Monday, May 25, 2009

"An Untroubled Heart," Chapter 9

I am catching up a little bit! Here is chapter 9, of our book "An Untroubled Heart." If you want to catch up on reading, check out Lelia's blog.

Chapter 9: The right kind of Fear

Micca talked about how our fear shouldn't be fear of the future, or fear of the things that might happen. The fear we should have, is of God. Not fear that He will punish us, or that He is mean, or being afraid to come to Him.

A reverential fear. A fear that He is bigger and more powerful, stronger and more gracious than we can ever imagine. A healthy fear. A respect for the One who gives us life, and grace, and peace, and love.

"To fear God is not to shrink back from him in terror. It's to live an obedient life, showing admiration to the one who loves us so. Only then will we love and serve and revere him as we should."

I have learned to fear God more this past week or so. I have learned how important that is. I have learned that I need to surrender to Him, and live that obedient life. I need to do the things that He is calling me to do, in obedience to Him. When I do, it shows how much I love Him and trust Him to not harm me but prosper me, trust Him to give me a hope and a future.

I don't want to shrink back from Him in terror. I want to serve Him in love and trust.

This week I was shrinking back in terror. I was struggling with letting some things go, because I was afraid of what I thought He might do, or what He might call me to do. I was truly. It is silly, because how many times have I surrendered to Him before and He has loved me and accepted me for who I am, as I am, and been gentle with me? Yet I was still fearful.

The enemy tried to get in there and twist things and tell me that willful disobedience deserved nothing but punishment (truth) and that God wouldn't forgive me and still love me (lie). Though I might deserve punishment, God gave me mercy. Then He showed me grace by lavishing His love on me, and giving me comfort and peace instead of fear.

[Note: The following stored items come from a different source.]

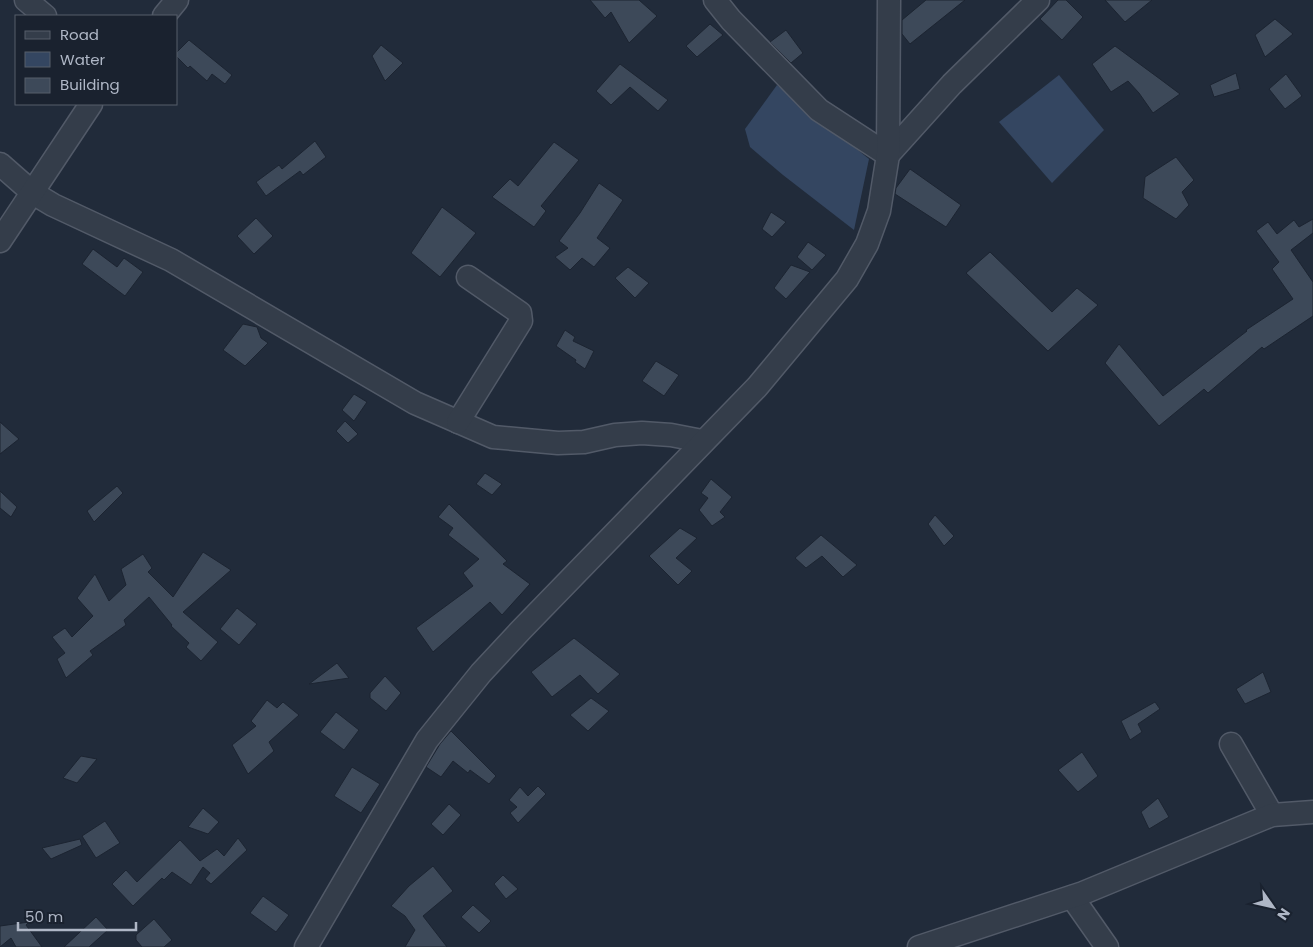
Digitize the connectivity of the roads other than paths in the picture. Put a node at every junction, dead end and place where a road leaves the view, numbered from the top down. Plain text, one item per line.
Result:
1 (26, 0) edge
2 (177, 0) edge
3 (715, 0) edge
4 (889, 0) edge
5 (1038, 0) edge
6 (44, 15) edge
7 (165, 15) edge
8 (90, 105) edge
9 (888, 156) junction
10 (0, 164) edge
11 (33, 193) junction
12 (0, 241) edge
13 (468, 277) dead end
14 (458, 422) junction
15 (702, 441) junction
16 (1231, 744) dead end
17 (1313, 812) edge
18 (1272, 815) junction
19 (1072, 897) junction
20 (306, 947) edge
21 (920, 947) edge
22 (1107, 947) edge

1 - 6 street
2 - 7 street
3 - 9 street
4 - 9 street
5 - 9 street
8 - 11 street
9 - 15 street
10 - 11 street
11 - 12 street
11 - 14 street
13 - 14 street
14 - 15 street
15 - 20 street
16 - 18 street
17 - 18 street
18 - 19 street
19 - 21 street
19 - 22 street

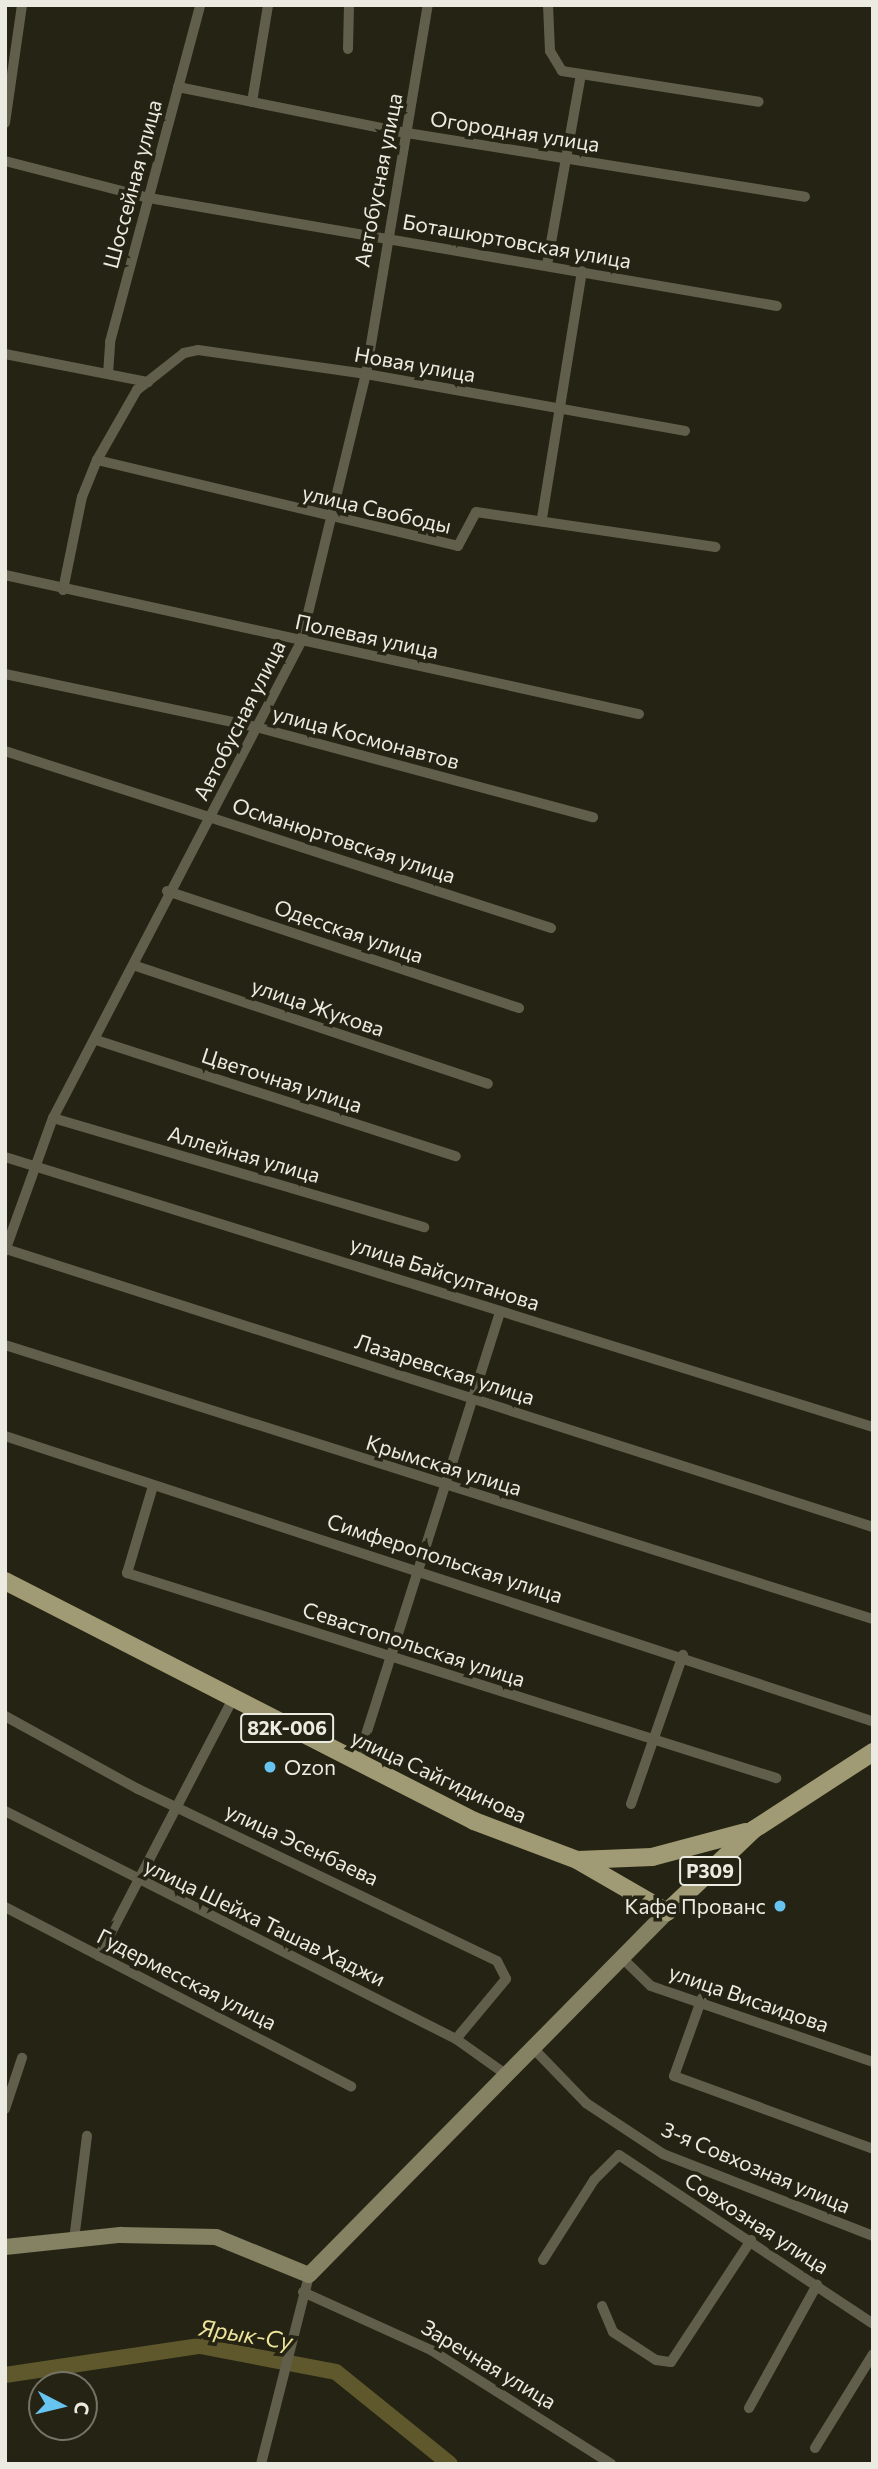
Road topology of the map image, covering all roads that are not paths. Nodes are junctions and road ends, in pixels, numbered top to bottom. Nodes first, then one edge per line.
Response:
1 (22, 5) edge
2 (200, 5) edge
3 (268, 5) edge
4 (349, 5) edge
5 (428, 5) edge
6 (548, 5) edge
7 (348, 49) dead end
8 (581, 74) junction
9 (178, 87) junction
10 (253, 102) junction
11 (759, 102) dead end
12 (5, 123) edge
13 (407, 133) junction
14 (566, 158) junction
15 (5, 161) edge
16 (805, 197) dead end
17 (149, 198) junction
18 (385, 237) junction
19 (547, 265) junction
20 (582, 271) junction
21 (777, 306) dead end
22 (5, 355) edge
23 (108, 374) junction
24 (366, 374) junction
25 (148, 382) junction
26 (559, 410) junction
27 (685, 431) dead end
28 (97, 460) junction
29 (327, 518) junction
30 (542, 518) junction
31 (715, 547) dead end
32 (5, 575) edge
33 (63, 590) junction
34 (301, 642) junction
35 (5, 674) edge
36 (639, 714) dead end
37 (256, 727) junction
38 (5, 751) edge
39 (211, 816) junction
40 (593, 817) dead end
41 (167, 891) junction
42 (551, 928) dead end
43 (136, 966) junction
44 (519, 1009) dead end
45 (96, 1040) junction
46 (488, 1084) dead end
47 (53, 1118) junction
48 (456, 1156) dead end
49 (5, 1157) edge
50 (39, 1165) junction
51 (424, 1227) dead end
52 (6, 1250) edge
53 (500, 1311) junction
54 (5, 1345) edge
55 (472, 1398) junction
56 (873, 1427) edge
57 (5, 1436) edge
58 (153, 1486) junction
59 (444, 1486) junction
60 (873, 1527) edge
61 (418, 1568) junction
62 (5, 1581) edge
63 (873, 1619) edge
64 (683, 1655) junction
65 (390, 1657) junction
66 (232, 1700) junction
67 (5, 1716) edge
68 (872, 1721) edge
69 (653, 1740) junction
70 (873, 1752) edge
71 (357, 1763) junction
72 (776, 1778) dead end
73 (631, 1804) dead end
74 (178, 1809) junction
75 (5, 1811) edge
76 (753, 1830) junction
77 (577, 1860) junction
78 (138, 1881) junction
79 (5, 1907) edge
80 (667, 1912) junction
81 (99, 1956) junction
82 (622, 1958) junction
83 (702, 1998) junction
84 (456, 2039) junction
85 (531, 2046) junction
86 (22, 2059) dead end
87 (873, 2062) edge
88 (504, 2073) junction
89 (351, 2086) dead end
90 (5, 2109) edge
91 (87, 2136) dead end
92 (873, 2149) edge
93 (873, 2236) edge
94 (74, 2240) junction
95 (751, 2240) junction
96 (5, 2247) edge
97 (544, 2260) dead end
98 (309, 2274) junction
99 (817, 2286) junction
100 (303, 2292) junction
101 (602, 2306) dead end
102 (873, 2324) edge
103 (873, 2354) edge
104 (749, 2408) dead end
105 (815, 2448) dead end
106 (261, 2464) edge
107 (611, 2464) edge

1 - 12 street
2 - 9 street, Шоссейная улица
3 - 10 street
4 - 7 street
5 - 13 street, Автобусная улица
6 - 8 street
8 - 11 street
8 - 14 street
9 - 10 street, Огородная улица
9 - 17 street, Шоссейная улица
10 - 13 street, Огородная улица
13 - 14 street, Огородная улица
13 - 18 street, Автобусная улица
14 - 16 street, Огородная улица
14 - 19 street
15 - 17 street, Боташюртовская улица
17 - 18 street, Боташюртовская улица
17 - 23 street, Шоссейная улица
18 - 19 street, Боташюртовская улица
18 - 24 street, Автобусная улица
19 - 20 street, Боташюртовская улица
20 - 21 street, Боташюртовская улица
20 - 26 street
22 - 23 street
23 - 25 street
24 - 25 street, Новая улица
24 - 26 street, Новая улица
24 - 29 street, Автобусная улица
25 - 28 street, Новая улица
26 - 27 street, Новая улица
26 - 30 street
28 - 29 street, улица Свободы
28 - 33 street, Новая улица
29 - 30 street, улица Свободы
29 - 34 street, Автобусная улица
30 - 31 street, улица Свободы
32 - 33 street, Полевая улица
33 - 34 street, Полевая улица
34 - 36 street, Полевая улица
34 - 37 street, Автобусная улица
35 - 37 street, улица Космонавтов
37 - 39 street, Автобусная улица
37 - 40 street, улица Космонавтов
38 - 39 street, Османюртовская улица
39 - 41 street, Автобусная улица
39 - 42 street, Османюртовская улица
41 - 43 street, Автобусная улица
41 - 44 street, Одесская улица
43 - 45 street, Автобусная улица
43 - 46 street, улица Жукова
45 - 47 street, Автобусная улица
45 - 48 street, Цветочная улица
47 - 50 street, Автобусная улица
47 - 51 street, Аллейная улица
49 - 50 street, улица Байсултанова
50 - 52 street, Автобусная улица
50 - 53 street, улица Байсултанова
52 - 55 street, Лазаревская улица
53 - 55 street
53 - 56 street, улица Байсултанова
54 - 59 street, Крымская улица
55 - 59 street
55 - 60 street, Лазаревская улица
57 - 58 street, Симферопольская улица
58 - 61 street, Симферопольская улица
58 - 65 street, Севастопольская улица
59 - 61 street
59 - 63 street, Крымская улица
61 - 64 street, Симферопольская улица
61 - 65 street
62 - 66 main road, улица Сайгидинова / 82К-006
64 - 68 street, Симферопольская улица
64 - 69 street
65 - 69 street, Севастопольская улица
65 - 71 street
66 - 71 main road, улица Сайгидинова / 82К-006
66 - 74 street
67 - 74 street, улица Эсенбаева
69 - 72 street, Севастопольская улица
69 - 73 street
70 - 76 main road, 82К-006
71 - 77 main road, улица Сайгидинова / 82К-006
74 - 78 street
74 - 84 street, улица Эсенбаева
75 - 78 street, улица Шейха Ташав Хаджи
76 - 77 main road, 82К-006
76 - 80 main road, Р309
77 - 80 main road, улица Сайгидинова
78 - 81 street
78 - 84 street, улица Шейха Ташав Хаджи
79 - 81 street, Гудермесская улица
80 - 82 main road
81 - 89 street, Гудермесская улица
82 - 83 street, улица Висаидова
82 - 85 main road
83 - 87 street, улица Висаидова
83 - 92 street
84 - 88 street, улица Шейха Ташав Хаджи
85 - 88 main road
85 - 93 street, 3-я Совхозная улица
86 - 90 street
88 - 98 main road
91 - 94 street
94 - 96 main road
94 - 98 main road
95 - 97 street, Совхозная улица
95 - 99 street, Совхозная улица
95 - 101 street
98 - 100 street
99 - 102 street, Совхозная улица
99 - 104 street
100 - 106 street
100 - 107 street, Заречная улица
103 - 105 street

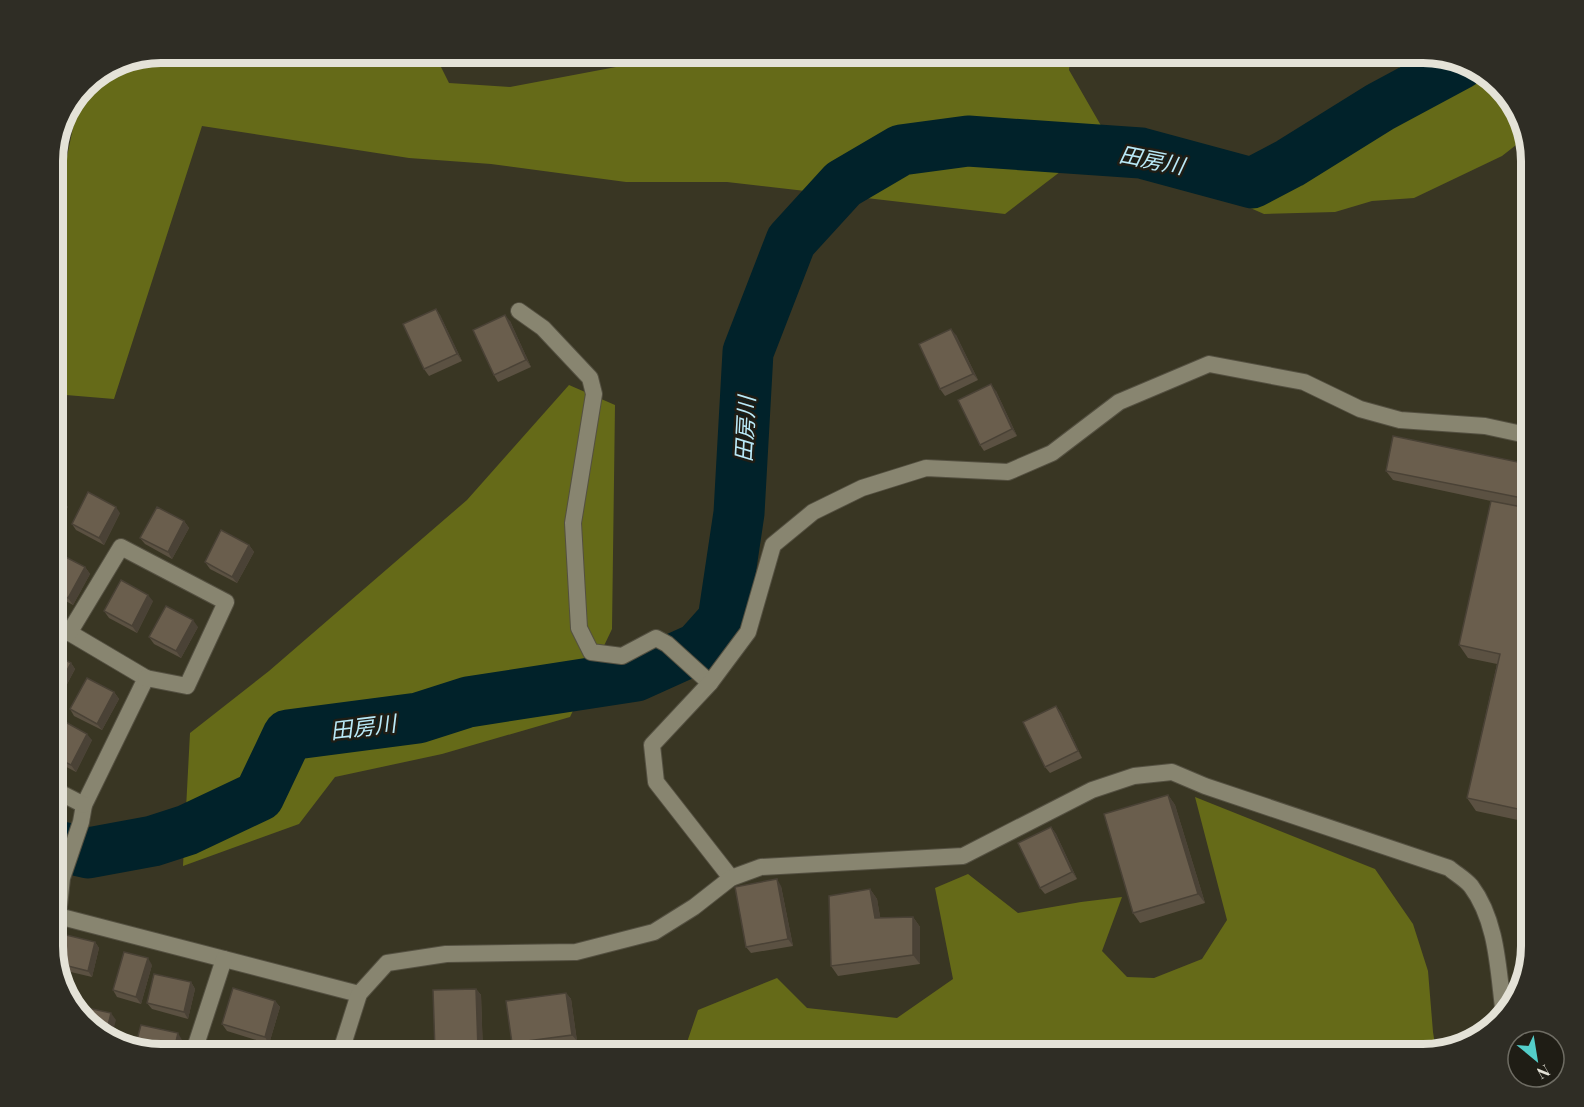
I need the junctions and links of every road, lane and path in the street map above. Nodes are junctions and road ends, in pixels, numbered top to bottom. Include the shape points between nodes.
1 (519, 311) dead end
2 (1521, 434) edge
3 (63, 629) edge
4 (69, 633) junction
5 (146, 678) junction
6 (704, 678) junction
7 (63, 794) edge
8 (84, 805) junction
9 (63, 875) edge
10 (731, 878) junction
11 (63, 920) edge
12 (224, 959) junction
13 (359, 994) junction
14 (1502, 1003) edge
15 (195, 1044) edge
16 (343, 1044) edge

1 - 6 street via 543,328 590,378 594,394 573,523 579,628 591,652 622,656 656,638
2 - 6 street via 1485,426 1400,420 1360,409 1304,382 1209,363 1119,402 1052,453 1008,472 926,468 862,488 813,512 773,545 748,632
3 - 4 street
4 - 5 street
4 - 5 street via 121,547 226,602 187,686
5 - 8 street
6 - 10 street via 652,745 656,782
7 - 8 street
8 - 9 street
10 - 13 street via 654,932 576,952 446,954 387,963
10 - 14 street via 761,867 963,856 1092,790 1134,776 1172,772 1449,868 1470,885 1484,908 1494,939
11 - 12 street
12 - 13 street
12 - 15 street
13 - 16 street

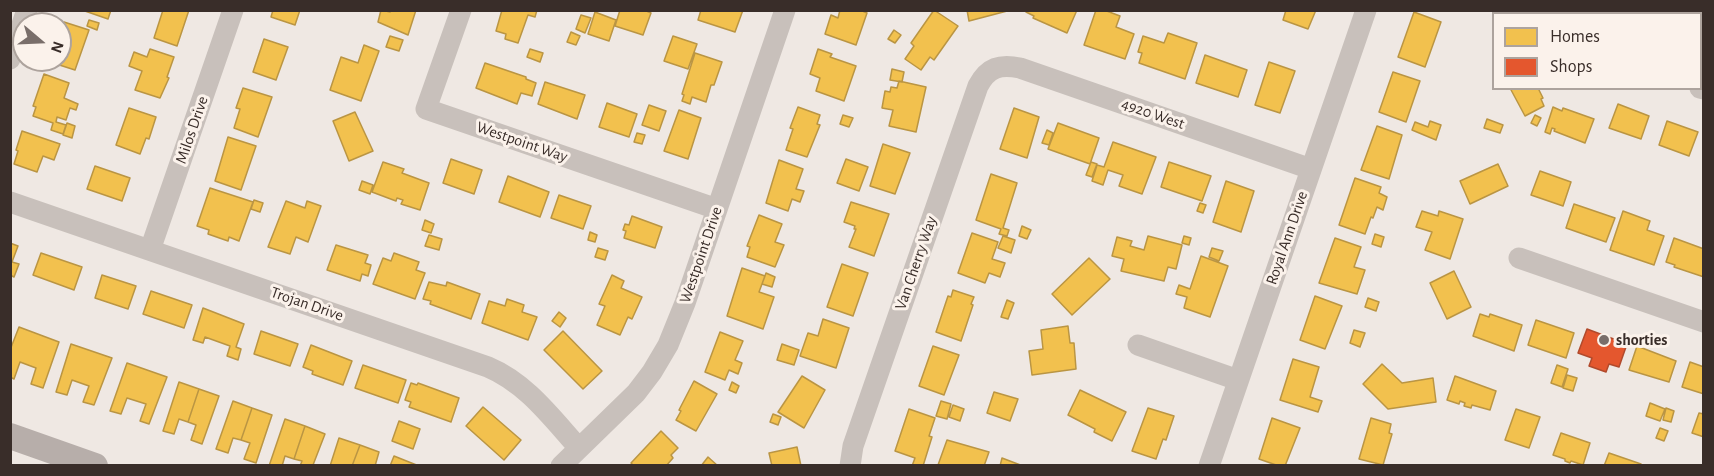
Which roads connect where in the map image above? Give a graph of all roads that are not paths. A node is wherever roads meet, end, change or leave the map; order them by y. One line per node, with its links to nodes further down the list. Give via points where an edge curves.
1 (27, 10): 6 (street)
2 (233, 10): 11 (street, Milos Drive)
3 (461, 10): 10 (street, Westpoint Way, via 426,109)
4 (785, 10): 10 (street, Westpoint Drive)
5 (1366, 10): 8 (street, Royal Ann Drive)
6 (10, 59)
7 (995, 67): 8 (street, 4920 West, via 1020,68); 20 (street, Van Cherry Way, via 978,86 853,446)
8 (1311, 169): 15 (street, Royal Ann Drive)
9 (10, 202): 11 (street, Trojan Drive)
10 (717, 209): 17 (street, Westpoint Drive, via 668,345 636,393)
11 (150, 250): 17 (street, Trojan Drive, via 499,371 525,390)
12 (1519, 258): 13 (street)
13 (1704, 322)
14 (1138, 345): 15 (street)
15 (1238, 380): 21 (street, Royal Ann Drive)
16 (10, 436): 18 (main road)
17 (579, 447): 19 (street, Westpoint Drive)
18 (95, 465)
19 (561, 465)
20 (850, 465)
21 (1209, 465)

Though I may still be facing some of the same problems, I can rest in His care and love for me.

Oh do I love Him for that!

"...it's our love for God that compels us toward passionate obedience and enables us to receive His blessings."

I want to live that passionate obedience. It is hard, never easy, I am not saying it is. Because our minds are so prone to believe what we can see, taste, touch... things that seem more concrete. God's purposes behind some of the problems we face are much less concrete at times, but not less important. They are probably the most important.

I need to learn in the tough times to embrace the lessons God may be teaching. The best thing is, when we embrace those times, and the lessons, we love Him more, and are inspired to a more passionate obedience.

I can't close this any better than Micca did.
"When circumstances are hard, it feels like anything other than love... You and I must devote ourselves more to the revealed nature of God's love than to the reason of our natural minds."

The things that we see aren't the most important. The most important is what God truly gives us, in His love. The lessons, and not letting the most difficult moments pass by without a lesson. Those lessons reveal more about God and His nature, and our nature, and the things that we fear are not nearly as important and fearing God, Himself.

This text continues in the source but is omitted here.